= Robert Keith Leavitt =

American novelist

Robert Keith Leavitt (1895–1967) was a Harvard-educated New York City advertising copywriter who turned to non-fiction writing. He was the author of many books, including a history of Webster's Dictionary and "The Chip on Grandma's Shoulder" (1954.) 'Bob' Leavitt was also the longtime historian of the original The Baker Street Irregulars, devoted to all things Holmesian, about which he wrote in his "The Origins of 221B Worship."

== Background ==

Leavitt was born on August 20, 1895, in Cambridge, Massachusetts, to Dr. Robert Greenleaf Leavitt, a Harvard-trained botanist, researcher, author and later college and high school teacher, and his wife Janet. Dubbed "the fiscal Holmes" by another member of the Baker Street Irregulars, Robert Keith Leavitt showed an early aptitude for ferreting out information. He attended the State Model School in Trenton, New Jersey, where his father was teaching, and graduated from Harvard College in 1917. Shortly afterwards, Leavitt joined the armed forces as 2nd Lieutenant in the 302nd Infantry, where he commanded the Prisoners of War Escort Company 223, with custody of 425 German prisoners.

After the war Leavitt returned home, and found work writing copy for a New York City advertising agency. He spent 13 years in advertising, including a stint as Secretary-Treasurer of the Association of National Advertisers, before turning to a career as a freelance writer. From the beginning Leavitt focused on historical, offbeat subjects. He wrote for a range of publications, including a 1933 article for Business Week - during the height of the Depression - on What we shall sell when the upturn comes - and to whom? Leavitt sold articles to many publications, including Forum and Century, Advertising and Selling, The American Magazine, Forbes and others. In 1946 he wrote a 66-page booklet entitled Your Pay Envelope - and how it gets that way. To make ends meet, Leavitt wrote corporate histories, including that of the Pennsylvania Salt Manufacturing Company, and he wrote for publications of the Great Northern Railway. The former copywriter also continued to dabble in advertising and public relations.

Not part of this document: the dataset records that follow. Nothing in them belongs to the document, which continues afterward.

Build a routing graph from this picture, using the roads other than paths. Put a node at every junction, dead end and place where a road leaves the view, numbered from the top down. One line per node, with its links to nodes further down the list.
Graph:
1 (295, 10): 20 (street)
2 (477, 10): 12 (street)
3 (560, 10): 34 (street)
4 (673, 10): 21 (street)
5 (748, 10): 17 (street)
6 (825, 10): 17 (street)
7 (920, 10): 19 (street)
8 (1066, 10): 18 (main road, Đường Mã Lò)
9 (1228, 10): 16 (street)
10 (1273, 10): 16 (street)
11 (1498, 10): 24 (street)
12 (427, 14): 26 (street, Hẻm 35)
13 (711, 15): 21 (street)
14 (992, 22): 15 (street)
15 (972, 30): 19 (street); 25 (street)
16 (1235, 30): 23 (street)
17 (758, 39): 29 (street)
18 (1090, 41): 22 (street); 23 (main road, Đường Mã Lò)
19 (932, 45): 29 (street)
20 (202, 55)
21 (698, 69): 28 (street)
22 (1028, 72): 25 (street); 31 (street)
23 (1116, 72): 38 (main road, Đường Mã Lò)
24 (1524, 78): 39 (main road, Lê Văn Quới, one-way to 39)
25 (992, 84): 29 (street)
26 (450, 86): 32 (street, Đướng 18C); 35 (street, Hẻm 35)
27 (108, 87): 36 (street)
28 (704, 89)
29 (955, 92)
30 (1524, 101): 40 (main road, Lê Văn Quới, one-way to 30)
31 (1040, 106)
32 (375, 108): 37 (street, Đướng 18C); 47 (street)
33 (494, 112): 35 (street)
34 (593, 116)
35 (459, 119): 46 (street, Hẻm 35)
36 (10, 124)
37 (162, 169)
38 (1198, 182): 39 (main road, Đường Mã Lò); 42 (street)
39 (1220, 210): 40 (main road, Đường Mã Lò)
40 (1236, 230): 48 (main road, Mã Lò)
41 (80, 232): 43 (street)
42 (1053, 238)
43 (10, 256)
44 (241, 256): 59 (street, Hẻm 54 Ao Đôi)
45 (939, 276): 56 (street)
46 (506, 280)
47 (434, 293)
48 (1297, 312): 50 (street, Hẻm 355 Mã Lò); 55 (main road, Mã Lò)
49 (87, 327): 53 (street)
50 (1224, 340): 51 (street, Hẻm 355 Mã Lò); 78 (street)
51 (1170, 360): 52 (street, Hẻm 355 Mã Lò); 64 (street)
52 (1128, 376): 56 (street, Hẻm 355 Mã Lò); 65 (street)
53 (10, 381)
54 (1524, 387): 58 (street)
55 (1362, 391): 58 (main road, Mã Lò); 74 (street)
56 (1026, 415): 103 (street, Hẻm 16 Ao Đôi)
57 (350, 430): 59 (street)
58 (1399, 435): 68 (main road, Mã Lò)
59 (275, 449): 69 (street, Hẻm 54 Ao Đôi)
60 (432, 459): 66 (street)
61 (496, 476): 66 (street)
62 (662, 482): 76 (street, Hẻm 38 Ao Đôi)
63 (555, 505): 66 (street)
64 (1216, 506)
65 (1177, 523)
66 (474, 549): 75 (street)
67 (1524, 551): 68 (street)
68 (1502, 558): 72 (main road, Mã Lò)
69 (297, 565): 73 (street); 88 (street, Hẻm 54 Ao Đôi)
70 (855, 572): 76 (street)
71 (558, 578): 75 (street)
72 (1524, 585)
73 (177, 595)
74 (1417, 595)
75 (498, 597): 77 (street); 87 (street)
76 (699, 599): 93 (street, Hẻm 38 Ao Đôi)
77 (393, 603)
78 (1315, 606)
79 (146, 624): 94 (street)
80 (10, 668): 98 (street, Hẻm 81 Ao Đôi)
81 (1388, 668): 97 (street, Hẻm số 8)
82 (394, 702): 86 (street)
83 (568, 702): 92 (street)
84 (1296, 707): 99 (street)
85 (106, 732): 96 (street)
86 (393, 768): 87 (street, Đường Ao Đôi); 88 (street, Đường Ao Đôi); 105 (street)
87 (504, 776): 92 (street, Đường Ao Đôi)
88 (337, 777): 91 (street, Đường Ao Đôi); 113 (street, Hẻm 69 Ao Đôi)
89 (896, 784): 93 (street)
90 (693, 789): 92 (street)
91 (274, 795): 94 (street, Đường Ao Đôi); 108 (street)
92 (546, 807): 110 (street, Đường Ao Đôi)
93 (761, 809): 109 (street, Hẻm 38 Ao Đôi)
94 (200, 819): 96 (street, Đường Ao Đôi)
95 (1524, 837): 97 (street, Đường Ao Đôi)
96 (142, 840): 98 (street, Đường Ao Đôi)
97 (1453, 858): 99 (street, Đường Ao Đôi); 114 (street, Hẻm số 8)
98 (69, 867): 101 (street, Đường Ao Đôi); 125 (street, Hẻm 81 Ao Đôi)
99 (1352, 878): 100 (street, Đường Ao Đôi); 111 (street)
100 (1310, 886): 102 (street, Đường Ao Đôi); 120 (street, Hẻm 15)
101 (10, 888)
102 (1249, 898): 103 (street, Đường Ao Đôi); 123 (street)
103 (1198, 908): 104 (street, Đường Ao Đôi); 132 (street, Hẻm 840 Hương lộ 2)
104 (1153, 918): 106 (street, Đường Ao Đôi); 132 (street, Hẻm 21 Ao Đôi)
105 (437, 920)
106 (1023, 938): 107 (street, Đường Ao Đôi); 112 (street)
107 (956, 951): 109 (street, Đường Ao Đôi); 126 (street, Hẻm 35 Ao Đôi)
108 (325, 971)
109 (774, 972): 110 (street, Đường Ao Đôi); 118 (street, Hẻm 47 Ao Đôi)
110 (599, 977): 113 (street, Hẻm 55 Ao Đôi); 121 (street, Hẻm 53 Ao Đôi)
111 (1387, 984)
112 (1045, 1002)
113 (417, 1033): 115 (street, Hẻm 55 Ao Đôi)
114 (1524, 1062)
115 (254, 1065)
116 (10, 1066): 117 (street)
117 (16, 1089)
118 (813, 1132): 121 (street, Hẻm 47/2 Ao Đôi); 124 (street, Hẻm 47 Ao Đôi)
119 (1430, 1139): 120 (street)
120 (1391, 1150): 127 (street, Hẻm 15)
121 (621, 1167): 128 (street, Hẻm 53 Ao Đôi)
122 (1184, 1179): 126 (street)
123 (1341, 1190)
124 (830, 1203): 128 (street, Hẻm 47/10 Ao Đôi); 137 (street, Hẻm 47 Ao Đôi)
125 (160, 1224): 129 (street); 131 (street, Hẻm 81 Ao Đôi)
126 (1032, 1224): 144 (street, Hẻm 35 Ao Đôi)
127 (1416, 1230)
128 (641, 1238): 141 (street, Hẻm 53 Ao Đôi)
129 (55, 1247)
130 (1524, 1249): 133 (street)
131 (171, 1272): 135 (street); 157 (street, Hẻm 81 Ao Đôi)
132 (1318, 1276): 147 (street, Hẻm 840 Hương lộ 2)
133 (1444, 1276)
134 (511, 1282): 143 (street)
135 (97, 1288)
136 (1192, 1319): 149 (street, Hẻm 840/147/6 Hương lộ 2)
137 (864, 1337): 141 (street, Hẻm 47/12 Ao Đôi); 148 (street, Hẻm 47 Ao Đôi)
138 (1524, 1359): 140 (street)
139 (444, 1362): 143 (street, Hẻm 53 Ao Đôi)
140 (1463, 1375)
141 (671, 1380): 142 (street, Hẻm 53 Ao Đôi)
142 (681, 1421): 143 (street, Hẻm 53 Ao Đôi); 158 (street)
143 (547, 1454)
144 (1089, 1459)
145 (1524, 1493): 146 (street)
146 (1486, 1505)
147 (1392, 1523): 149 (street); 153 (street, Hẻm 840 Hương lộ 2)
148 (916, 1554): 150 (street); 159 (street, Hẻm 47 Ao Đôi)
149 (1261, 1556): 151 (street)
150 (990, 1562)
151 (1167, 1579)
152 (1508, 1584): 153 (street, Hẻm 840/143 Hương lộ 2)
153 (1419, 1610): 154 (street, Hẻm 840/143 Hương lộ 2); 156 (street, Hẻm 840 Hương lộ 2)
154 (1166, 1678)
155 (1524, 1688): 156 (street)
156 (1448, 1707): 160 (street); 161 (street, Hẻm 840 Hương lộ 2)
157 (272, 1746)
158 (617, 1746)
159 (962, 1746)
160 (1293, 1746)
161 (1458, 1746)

The corporate biographies Leavitt wrote to garner a paycheck included titles like Prologue to Tomorrow: A History of the First Hundred Years in the Life of the Pennsylvania Salt Manufacturing Company (1950); Goods Roads about the General Motors Overseas operations (1949); Foundation for the Future: History of the Stanley Works for Stanley Tools (1951); and 1954's Life at Tung-Sol 1904-1954: An Informal Story of the First Half-century of Tung-Sol Electric Inc. Leavitt also found time to produce books on lighter subjects, notably The Chip on Grandma's Shoulder, a memoir about his Maine grandmother Susan C. (Blazo) Keith, published by J. B. Lippincott in 1954, and Common Sense About Fund Raising (Stratford Press, 1949).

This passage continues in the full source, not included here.